Greiner and Shultz helped to pioneer the use of humanized mice in the 1990s to model human diseases and they provided the mice used in the study.

Understanding stem cell transplants

The researchers were studying pluripotent stem cells, which can become any tissue in the body. They tested the animals' immune response to human embryonic stem cells, which are naturally pluripotent, and to induced pluripotent stem cells. Although iPS cells can be made from a patient's own tissues, future clinical applications will likely rely on pre-screened, FDA-approved banks of stem cell-derived products developed for specific clinical situations, such as heart muscle cells to repair tissue damaged by a heart attack, or endothelial cells to stimulate new blood vessel growth. Unlike patient-specific iPS cells, these cells would be reliable and immediately available for clinical use. But because they won't genetically match each patient, it's likely that they would be rejected without giving the recipients immunosuppressive drugs.

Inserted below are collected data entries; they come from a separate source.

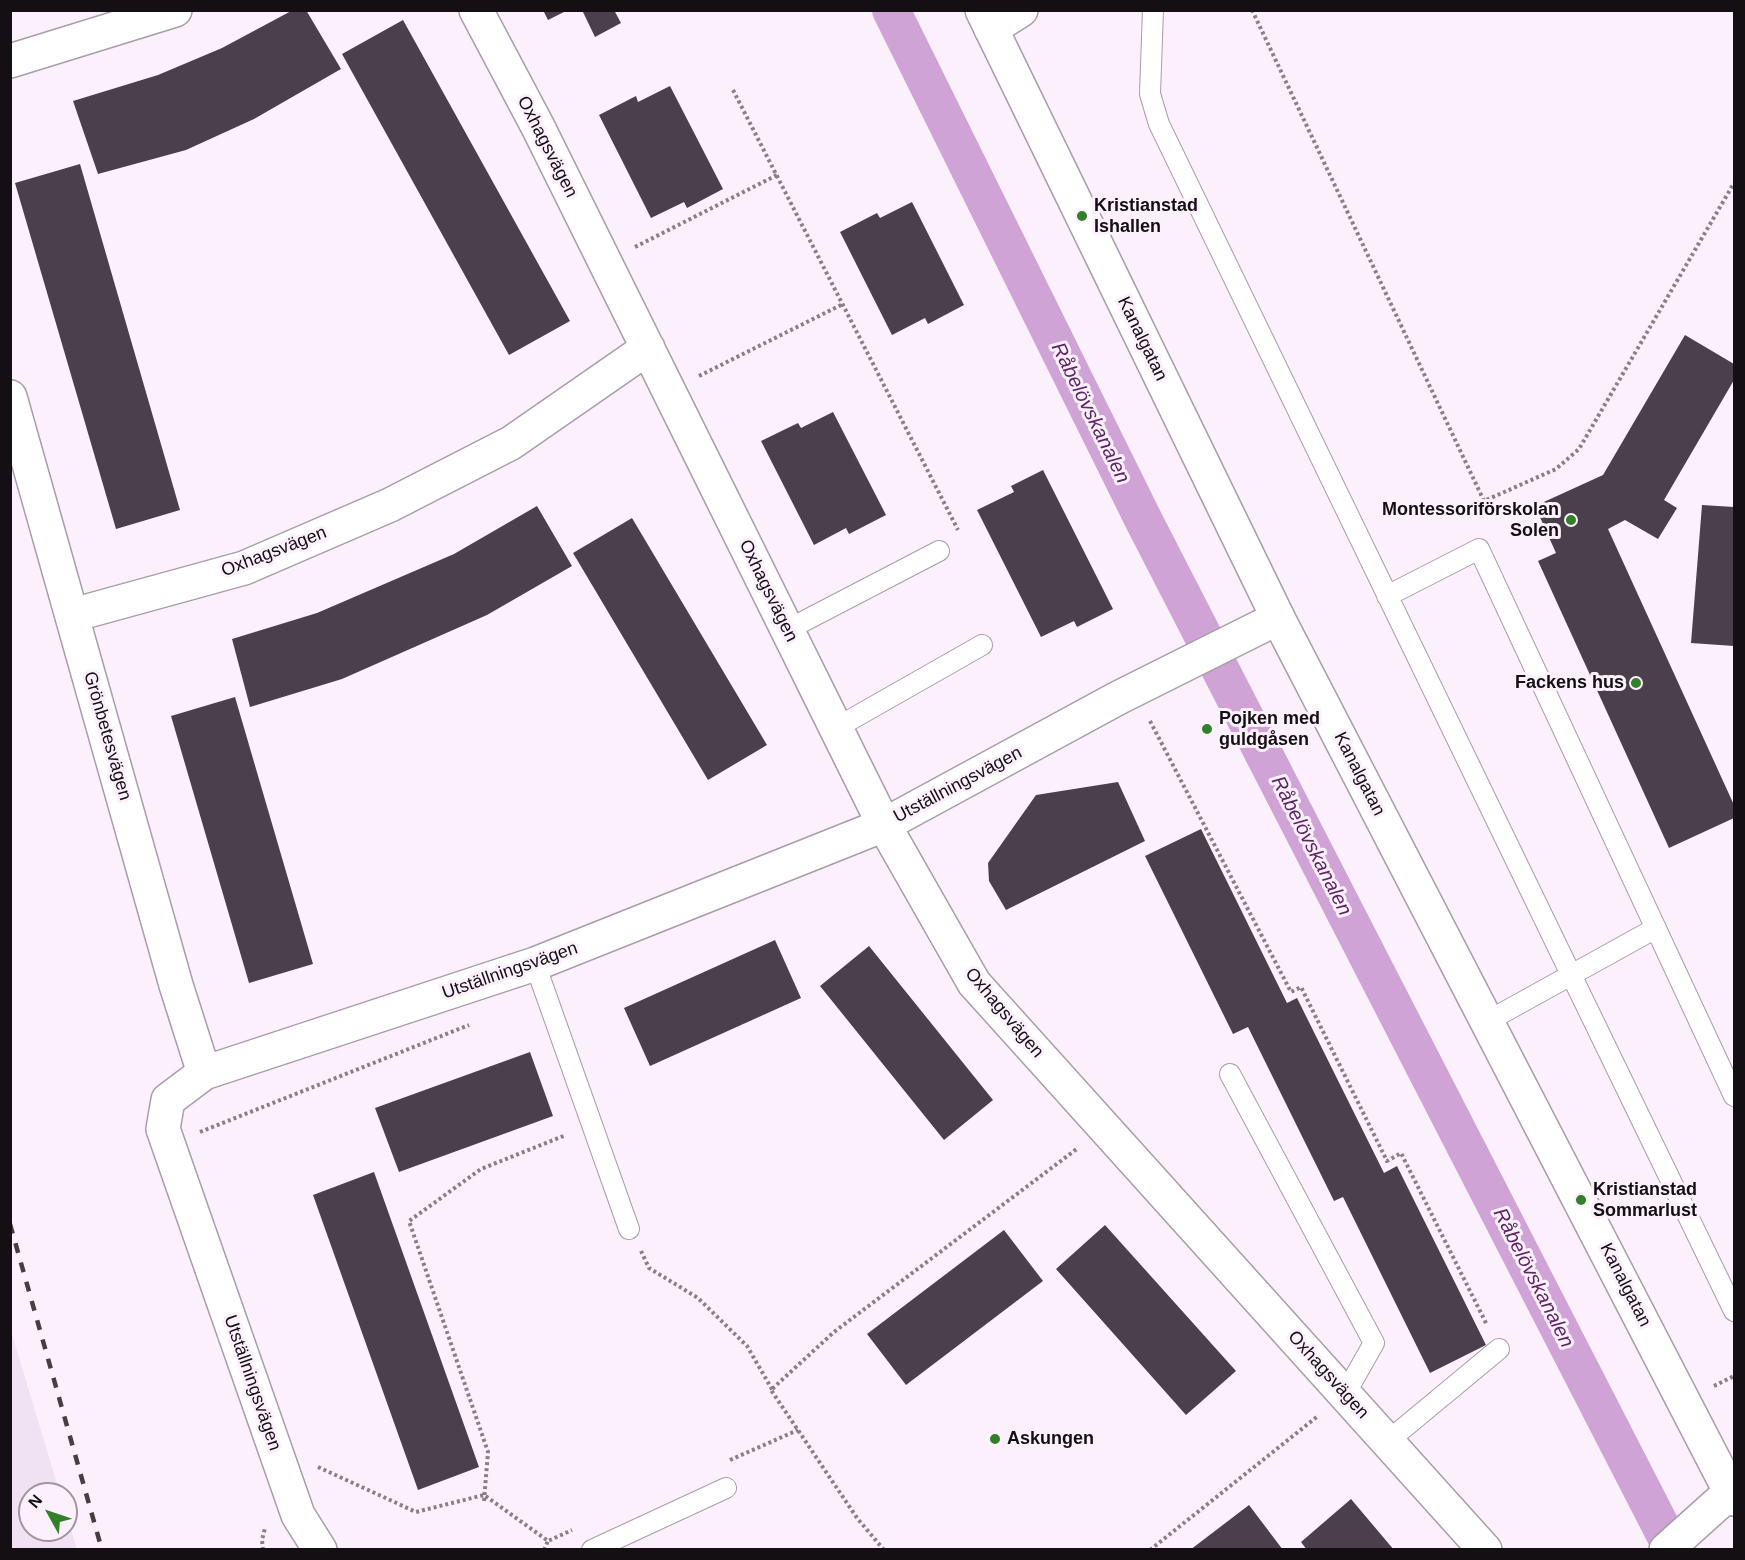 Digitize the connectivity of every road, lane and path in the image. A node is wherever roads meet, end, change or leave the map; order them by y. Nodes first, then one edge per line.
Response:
1 (175, 10) edge
2 (476, 10) edge
3 (1021, 10) edge
4 (1153, 10) edge
5 (1252, 10) edge
6 (986, 20) edge
7 (10, 61) edge
8 (733, 90) dead end
9 (777, 175) junction
10 (1734, 183) edge
11 (605, 262) junction
12 (843, 304) junction
13 (648, 348) junction
14 (669, 391) junction
15 (10, 398) edge
16 (939, 551) joint
17 (1388, 596) junction
18 (73, 615) junction
19 (1278, 618) junction
20 (787, 630) junction
21 (982, 645) dead end
22 (1134, 691) junction
23 (836, 729) junction
24 (884, 825) junction
25 (1656, 928) junction
26 (535, 964) junction
27 (1570, 975) junction
28 (480, 1020) dead end
29 (1488, 1021) junction
30 (204, 1073) junction
31 (1230, 1074) dead end
32 (1734, 1096) edge
33 (592, 1124) junction
34 (1104, 1128) junction
35 (199, 1133) dead end
36 (630, 1229) joint
37 (1734, 1311) edge
38 (1498, 1349) joint
39 (1345, 1394) junction
40 (778, 1401) junction
41 (798, 1430) junction
42 (1388, 1442) junction
43 (722, 1464) dead end
44 (316, 1466) dead end
45 (726, 1488) dead end
46 (1733, 1493) edge
47 (484, 1498) junction
48 (581, 1526) dead end
49 (548, 1541) junction
50 (1673, 1542) edge
51 (320, 1550) edge
52 (544, 1550) edge
53 (592, 1550) edge
54 (884, 1550) edge
55 (1150, 1550) edge
56 (1485, 1550) edge

1 - 7 street
2 - 11 street, Oxhagsvägen
3 - 6 street
4 - 17 lane
5 - 10 path
6 - 19 street, Kanalgatan
8 - 9 path
9 - 11 path
9 - 12 path
11 - 13 street, Oxhagsvägen
12 - 14 path
12 - 16 path
13 - 14 street, Oxhagsvägen
13 - 18 street, Oxhagsvägen
14 - 20 street, Oxhagsvägen
15 - 18 street, Grönbetesvägen
16 - 20 lane
17 - 25 lane
17 - 27 lane
18 - 30 street, Grönbetesvägen
19 - 22 street, Utställningsvägen
19 - 29 street, Kanalgatan
20 - 23 street, Oxhagsvägen
21 - 23 lane
22 - 24 street, Utställningsvägen
22 - 38 path
23 - 24 street, Oxhagsvägen
24 - 26 street, Utställningsvägen
24 - 34 street, Oxhagsvägen
25 - 27 lane
25 - 32 lane
26 - 30 street, Utställningsvägen
26 - 33 lane
27 - 29 lane
27 - 37 lane
28 - 35 path
29 - 46 street, Kanalgatan
30 - 51 street, Utställningsvägen
31 - 39 lane
33 - 36 lane
33 - 47 path
34 - 39 street, Oxhagsvägen
34 - 40 path
36 - 40 path
38 - 42 lane
39 - 42 street, Oxhagsvägen
39 - 55 path
40 - 41 path
41 - 43 path
41 - 54 path
42 - 56 street, Oxhagsvägen
44 - 47 path
45 - 53 lane
46 - 50 street
47 - 49 path
48 - 49 path
49 - 52 path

Humanized mice were first developed in the 1980s. Researchers genetically engineered the mice to be unable to develop their own immune system. They then used human immune and bone marrow precursor cells to reconstitute the animals' immune system. Over the years subsequent studies have shown that the human immune cells survive better when fragments of the human thymus and liver are also implanted into the animals.

Kooreman and his colleagues found that two varieties of humanized mice were unable to completely reject unrelated human embryonic stem cells or iPS cells, despite the fact that some human immune cells homed to and were active in the transplanted stem cell grafts. In some cases, the cells not only thrived, but grew rapidly to form cancers called teratomas. In contrast, mice with unaltered immune systems quickly dispatched both forms of human pluripotent stem cells.

The researchers obtained similar results when they transplanted endothelial cells derived from the pluripotent stem cells.

A new mouse model

To understand more about what was happening, Kooreman and his colleagues created a new mouse model similar to the humanized mice. Instead of reconstituting the animals' nonexistent immune systems with human cells, however, they used immune and bone marrow cells from a different strain of mice. They then performed the same set of experiments again.

Unlike the humanized mice, these new mice robustly rejected human pluripotent stem cells as well as mouse stem cells from a genetically mismatched strain of mice. In other words, their newly acquired immune systems appeared to be in much better working order.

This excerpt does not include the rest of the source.